C’est encore plus vrai lorsque le dialogue social technique conduit à mettre en place un cadre pour l’expérimentation, avec possibilité de mettre en place des « clauses de revoyure » le cas échéant. Le même système d’IA destiné à la maintenance prédictive dans le secteur aérien peut très bien être accepté là où il est rejeté ailleurs, selon la nature du dialogue mis en place pour accompagner son déploiement. Dans le même esprit, l’une des bonnes pratiques réside dans le recours à l’expérimentation. Actuellement, seuls 20 % des SIA passent le cap de l’expérimentation avant d’être déployés. Dans une certaine mesure, c’est un point d’appui permettant d’envisager à terme un déploiement fondé sur le primat d’une logique de dialogue sur tout autre.

Quel est le rôle de l’inspection du travail face aux nouveaux enjeux liés à l’IA ? Quel contrôle la DGT peut-elle être amenée à exercer en la matière ?

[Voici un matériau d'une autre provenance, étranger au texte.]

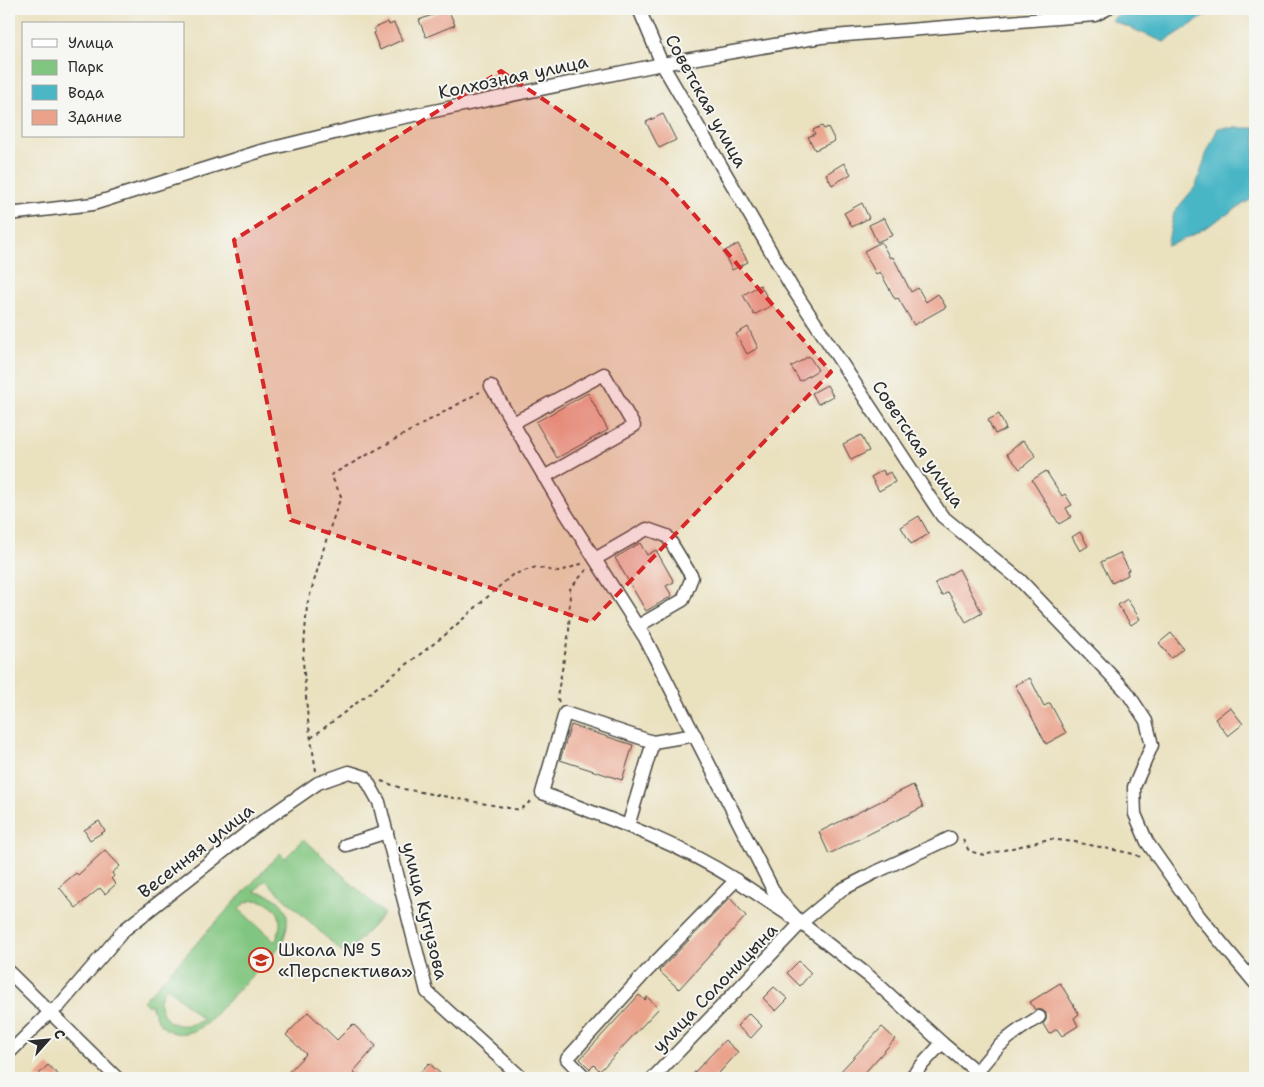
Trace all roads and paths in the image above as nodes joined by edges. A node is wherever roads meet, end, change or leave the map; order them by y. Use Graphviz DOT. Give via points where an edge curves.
graph roads {
  1 [pos="639,9"];
  2 [pos="1107,9"];
  3 [pos="662,64"];
  4 [pos="9,214"];
  5 [pos="491,386"];
  6 [pos="513,424"];
  7 [pos="544,477"];
  8 [pos="595,559"];
  9 [pos="638,626"];
  10 [pos="565,713"];
  11 [pos="695,735"];
  12 [pos="310,738"];
  13 [pos="653,742"];
  14 [pos="365,777"];
  15 [pos="318,782"];
  16 [pos="542,793"];
  17 [pos="628,826"];
  18 [pos="386,832"];
  19 [pos="950,838"];
  20 [pos="346,845"];
  21 [pos="1165,868"];
  22 [pos="736,880"];
  23 [pos="801,923"];
  24 [pos="9,972"];
  25 [pos="1255,983"];
  26 [pos="50,1012"];
  27 [pos="1039,1017"];
  28 [pos="942,1043"];
  29 [pos="9,1053"];
  30 [pos="980,1075"];
  31 [pos="117,1078"];
  32 [pos="522,1078"];
  33 [pos="586,1078"];
  34 [pos="653,1078"];
  35 [pos="910,1078"];
  1 -- 3 [label="street, Советская улица"];
  2 -- 3 [label="street, Колхозная улица" via="1095,15 820,37"];
  3 -- 4 [label="street, Колхозная улица" via="261,150 93,204"];
  3 -- 21 [label="street, Советская улица" via="791,286 942,516 1020,580 1128,692 1146,721 1152,745 1134,787 1135,814 1147,842"];
  5 -- 6 [label="street"];
  5 -- 12 [label="path" via="331,475 342,496 307,605 302,661"];
  6 -- 7 [label="street"];
  6 -- 7 [label="street" via="604,374 634,426"];
  7 -- 8 [label="street"];
  8 -- 9 [label="street"];
  8 -- 9 [label="street" via="647,529 667,536 692,577 683,600"];
  8 -- 10 [label="path" via="570,589 569,632 557,697"];
  8 -- 12 [label="path" via="558,572 536,567 512,574 445,636"];
  9 -- 11 [label="street"];
  10 -- 13 [label="street"];
  10 -- 16 [label="street"];
  11 -- 13 [label="street"];
  11 -- 23 [label="street" via="776,896"];
  12 -- 15 [label="path"];
  13 -- 17 [label="street"];
  14 -- 15 [label="street, Весенняя улица" via="349,772"];
  14 -- 16 [label="path" via="404,789 520,810"];
  14 -- 18 [label="street, улица Кутузова" via="379,802"];
  15 -- 26 [label="street, Весенняя улица" via="252,828 124,930 59,1006"];
  16 -- 17 [label="street"];
  17 -- 22 [label="street" via="710,863"];
  18 -- 20 [label="street"];
  18 -- 32 [label="street, улица Кутузова" via="426,992"];
  19 -- 21 [label="path" via="962,839 970,851 984,855 1049,839 1075,842 1134,854"];
  19 -- 23 [label="street, улица Солоницына" via="841,890"];
  21 -- 25 [label="street, Советская улица" via="1199,916"];
  22 -- 23 [label="street"];
  22 -- 33 [label="street" via="644,973 567,1059"];
  23 -- 28 [label="street" via="870,977"];
  23 -- 34 [label="street, улица Солоницына"];
  24 -- 26 [label="street"];
  26 -- 29 [label="street, Весенняя улица"];
  26 -- 31 [label="street"];
  27 -- 30 [label="street" via="991,1052"];
  28 -- 30 [label="street"];
  28 -- 35 [label="street"];
}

L’une des recommandations du récent rapport de la commission interministérielle sur l’intelligence artificielle « IA : notre ambition pour la France » concerne la nécessité d’armer le système d’inspection du travail en formant ses agents, au-delà des agents qui veillent à la prévention des risques en matière de santé et sécurité au travail. C’est le rôle de l’Intefp (Institut national du travail, de l’emploi et de la formation professionnelle) qui forme les agents de contrôle de l’inspection du travail. Cela suppose préalablement que les outils de sensibilisation et de formation à l’utilisation de ces nouveaux outils soient déployés, à l’instar d’Albert, l’intelligence artificielle développée par la Direction interministérielle du numérique (Dinum). Cela suppose également que le cadre d’intervention de l’inspection du travail soit clarifié, à l’instar de ce qui a été fait pour le RGPD, notamment en cas de manquement de l’employeur à ses obligations, en cas de méconnaissance des droits fondamentaux des salariés. La mise en œuvre d’un cadre national déclinant les obligations prévues par le règlement européen sur l’IA devrait d’ici 2025 préciser le rôle et la place dévolus en la matière au système d’inspection du travail.

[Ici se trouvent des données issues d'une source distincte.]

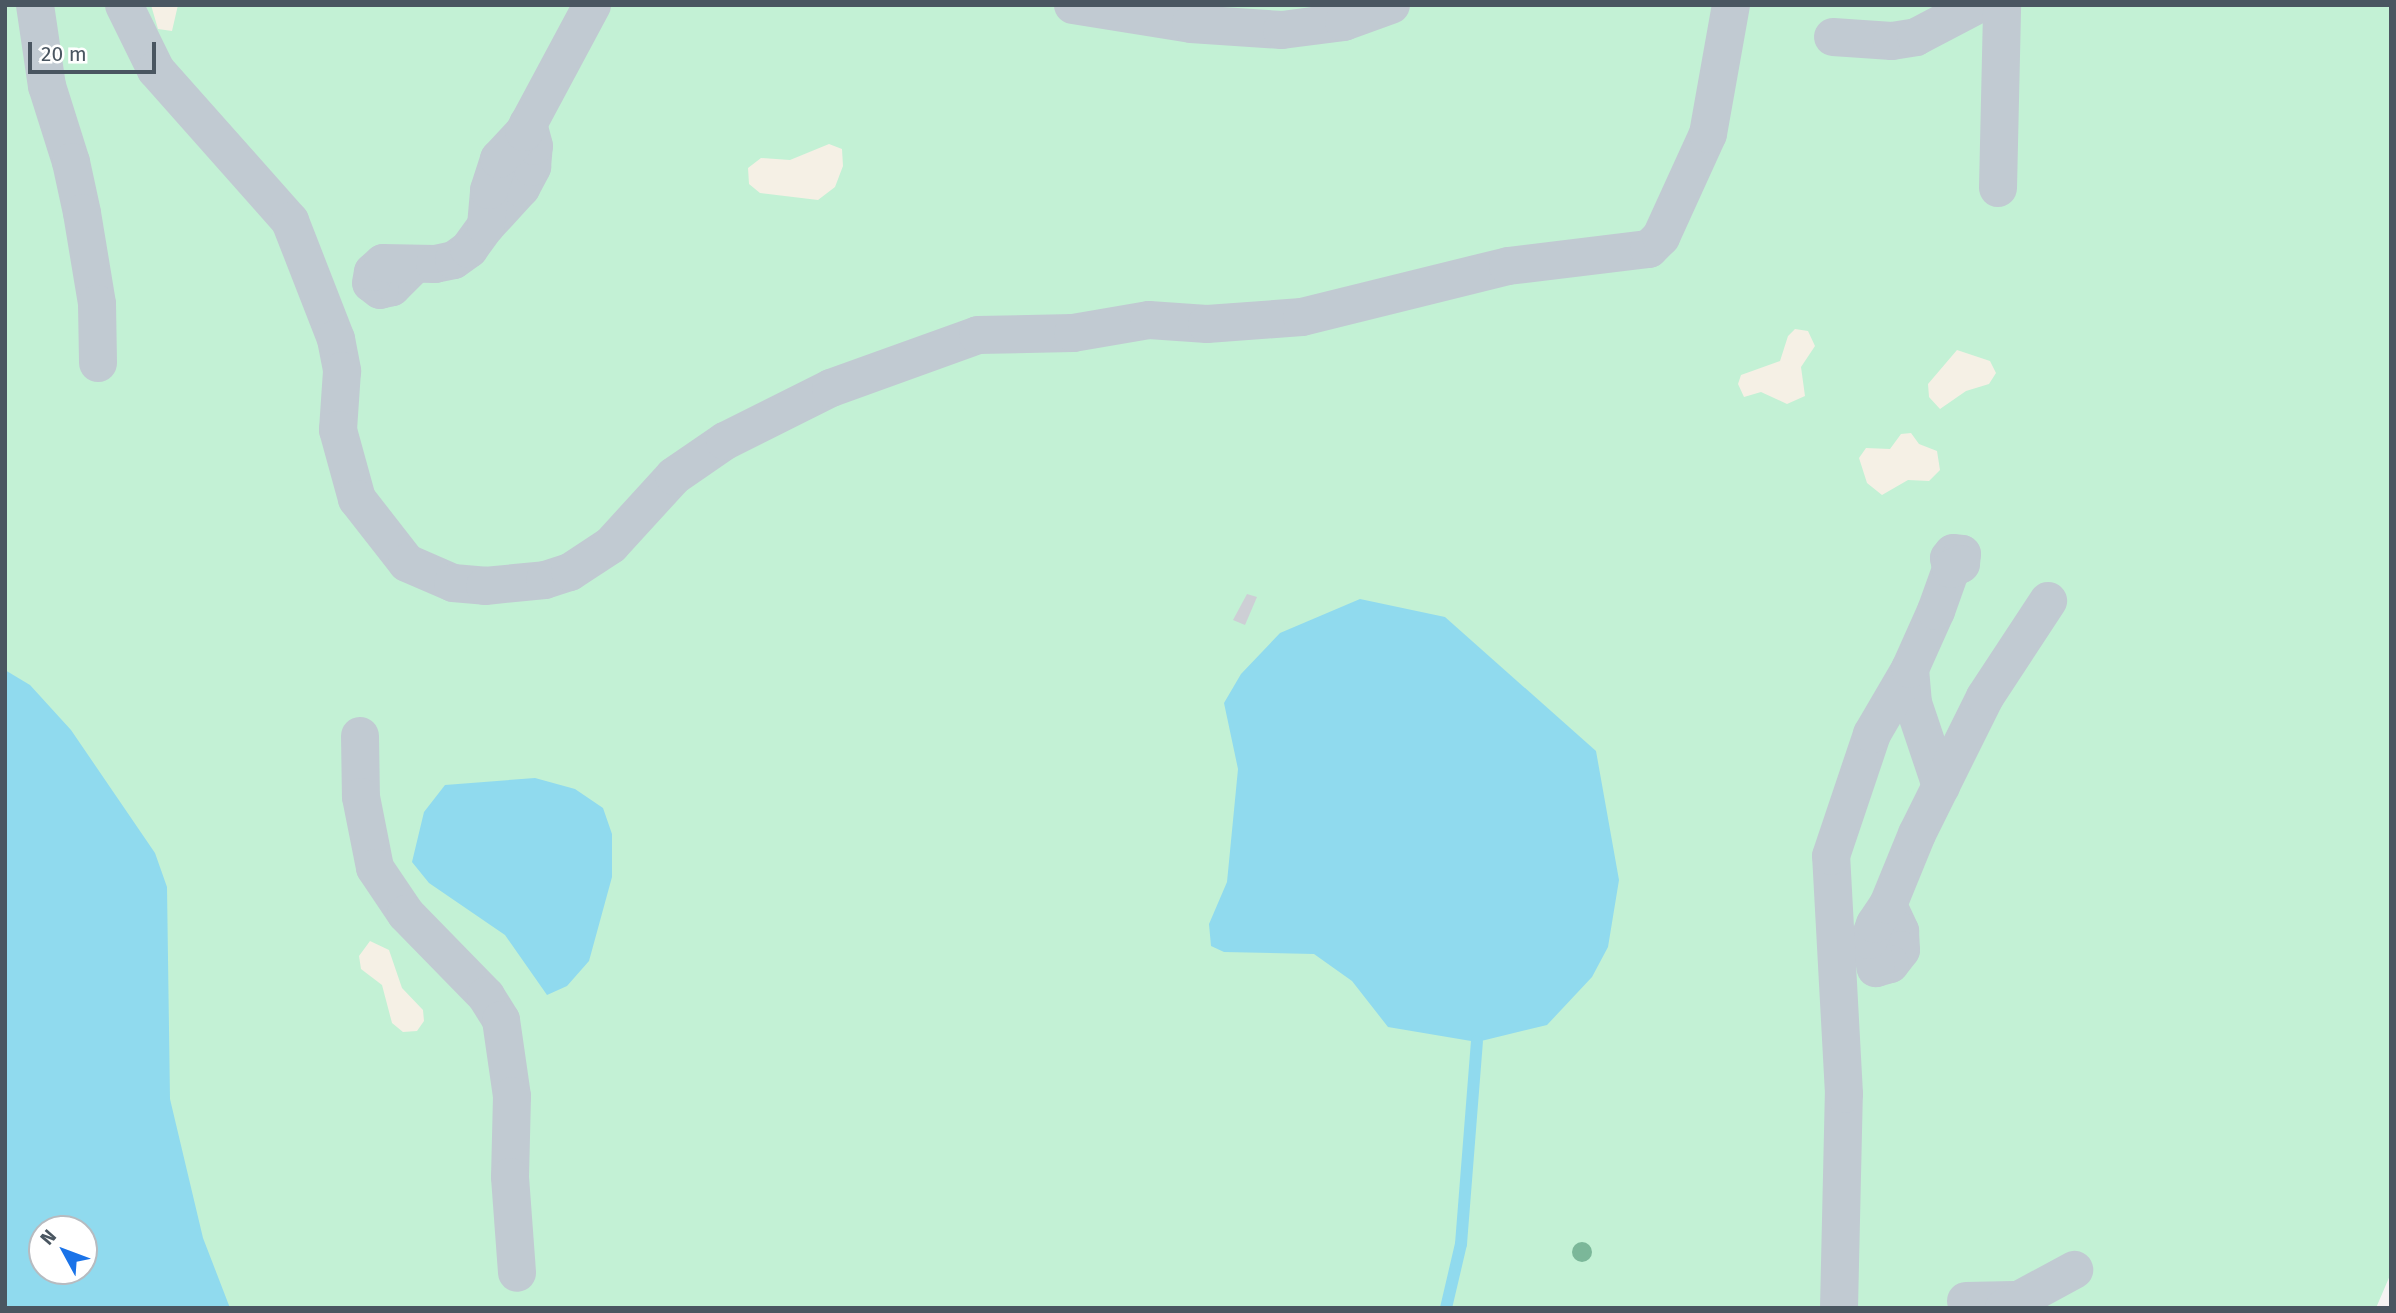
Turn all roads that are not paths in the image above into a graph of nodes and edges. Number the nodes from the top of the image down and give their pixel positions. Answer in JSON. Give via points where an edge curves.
{"nodes":[{"id":1,"x":36,"y":5,"type":"edge"},
{"id":2,"x":124,"y":5,"type":"edge"},
{"id":3,"x":1073,"y":5,"type":"edge"},
{"id":4,"x":1391,"y":5,"type":"edge"},
{"id":5,"x":1731,"y":5,"type":"edge"},
{"id":6,"x":1977,"y":5,"type":"edge"},
{"id":7,"x":2002,"y":5,"type":"edge"},
{"id":8,"x":595,"y":8,"type":"edge"},
{"id":9,"x":1833,"y":37,"type":"dead end"},
{"id":10,"x":1998,"y":188,"type":"dead end"},
{"id":11,"x":415,"y":264,"type":"dead end"},
{"id":12,"x":98,"y":363,"type":"dead end"},
{"id":13,"x":1951,"y":569,"type":"dead end"},
{"id":14,"x":2048,"y":601,"type":"dead end"},
{"id":15,"x":1910,"y":669,"type":"junction"},
{"id":16,"x":359,"y":736,"type":"dead end"},
{"id":17,"x":1941,"y":786,"type":"junction"},
{"id":18,"x":1888,"y":905,"type":"dead end"},
{"id":19,"x":2074,"y":1270,"type":"dead end"},
{"id":20,"x":517,"y":1273,"type":"dead end"},
{"id":21,"x":1966,"y":1301,"type":"dead end"},
{"id":22,"x":2009,"y":1304,"type":"edge"},
{"id":23,"x":1839,"y":1308,"type":"edge"}],
"edges":[{"from":1,"to":12,"type":"lane","via":[[47,86],[71,162],[88,249],[97,304]]},
{"from":2,"to":5,"type":"lane","via":[[156,70],[290,221],[337,338],[342,371],[338,430],[357,499],[407,563],[453,583],[485,586],[545,580],[570,572],[611,545],[674,476],[725,441],[831,388],[978,335],[1073,333],[1149,320],[1207,324],[1302,317],[1508,266],[1649,249],[1661,237],[1709,134]]},
{"from":3,"to":4,"type":"lane","via":[[1191,24],[1282,30],[1344,22]]},
{"from":6,"to":9,"type":"lane","via":[[1916,37],[1892,41]]},
{"from":7,"to":10,"type":"lane"},
{"from":8,"to":11,"type":"lane","via":[[528,124],[493,173],[486,226],[454,260]]},
{"from":13,"to":15,"type":"lane"},
{"from":14,"to":17,"type":"lane","via":[[1985,697]]},
{"from":15,"to":17,"type":"lane","via":[[1913,703]]},
{"from":15,"to":23,"type":"lane","via":[[1872,734],[1831,856],[1844,1094]]},
{"from":16,"to":20,"type":"lane","via":[[361,797],[375,868],[406,914],[486,996],[501,1020],[512,1096],[510,1177]]},
{"from":17,"to":18,"type":"lane"},
{"from":19,"to":22,"type":"lane"},
{"from":21,"to":22,"type":"lane"}]}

S’agissant du champ de contrôle mis en place par la DGT, notre action concerne également le respect de la réglementation sur les machines et les équipements de protection individuelle, lorsque ceux-ci sont dotés de systèmes d’IA.

La DGT accompagne-t-elle les entreprises sur le sujet ?

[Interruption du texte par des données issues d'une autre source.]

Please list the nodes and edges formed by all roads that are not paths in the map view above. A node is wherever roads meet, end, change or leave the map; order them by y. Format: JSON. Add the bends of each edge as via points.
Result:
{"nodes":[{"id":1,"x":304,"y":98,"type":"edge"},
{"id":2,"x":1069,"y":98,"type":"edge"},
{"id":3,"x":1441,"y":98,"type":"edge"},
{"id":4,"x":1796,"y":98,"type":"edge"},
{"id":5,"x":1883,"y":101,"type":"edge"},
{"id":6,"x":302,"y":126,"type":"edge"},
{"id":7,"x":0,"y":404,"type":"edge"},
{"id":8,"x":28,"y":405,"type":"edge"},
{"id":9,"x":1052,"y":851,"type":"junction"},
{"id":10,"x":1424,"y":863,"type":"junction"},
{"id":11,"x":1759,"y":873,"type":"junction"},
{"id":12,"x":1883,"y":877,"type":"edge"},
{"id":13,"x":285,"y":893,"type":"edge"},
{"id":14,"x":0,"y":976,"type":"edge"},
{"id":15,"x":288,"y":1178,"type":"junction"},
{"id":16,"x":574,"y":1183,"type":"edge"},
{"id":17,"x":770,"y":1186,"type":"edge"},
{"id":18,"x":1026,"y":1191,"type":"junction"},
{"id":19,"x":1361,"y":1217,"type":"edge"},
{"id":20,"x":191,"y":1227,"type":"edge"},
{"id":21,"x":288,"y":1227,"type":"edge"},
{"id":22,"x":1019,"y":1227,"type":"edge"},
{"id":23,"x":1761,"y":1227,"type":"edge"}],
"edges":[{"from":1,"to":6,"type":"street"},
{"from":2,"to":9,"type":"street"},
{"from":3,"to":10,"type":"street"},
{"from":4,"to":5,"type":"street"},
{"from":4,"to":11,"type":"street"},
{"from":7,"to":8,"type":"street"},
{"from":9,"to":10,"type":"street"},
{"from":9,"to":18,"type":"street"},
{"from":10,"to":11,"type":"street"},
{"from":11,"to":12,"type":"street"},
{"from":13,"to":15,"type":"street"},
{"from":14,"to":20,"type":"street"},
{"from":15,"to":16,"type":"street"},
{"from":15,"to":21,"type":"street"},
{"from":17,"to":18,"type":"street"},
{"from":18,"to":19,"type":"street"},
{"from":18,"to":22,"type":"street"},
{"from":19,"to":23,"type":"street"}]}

Concernant l’accompagnement des entreprises et des acteurs sociaux, nous travaillons actuellement à préciser à droit constant le cadre réglementaire auquel sont tenus les employeurs en la matière et à favoriser l’appropriation des enjeux, en nous appuyant sur les initiatives locales portées entre autres par les Dreets et le réseau de l’Anact.

Au sein de la DGT, développez-vous l’IA comme outil de travail ?

Nous nous sommes saisis de ces questions depuis plusieurs années. L’examen collectif de l’impact de l’intelligence artificielle sur l’ensemble de notre écosystème nous a conduit à un constat sans doute partagé par l’ensemble des administrations : aucun champ de notre activité depuis l’extension des accords de branche, à la prévention des risques professionnels, jusqu’à la prise en compte des enjeux algorithmiques d’apprentissage automatique (« machine learning ») contenus dans les programmes des machines soumises à un contrôle de conformité n’échappe à la logique de l’intelligence artificielle, avec le même type d’opportunités et de risques rencontré que dans le secteur privé.

Une attention toute particulière est aussi portée à l’apport de l’IA dans notre mission d’accès au droit, que ce soit à travers les nouveaux développements prévus par le Code du travail numérique ou l’appui de l’IA aux services de renseignement du droit du travail de nos services déconcentrés.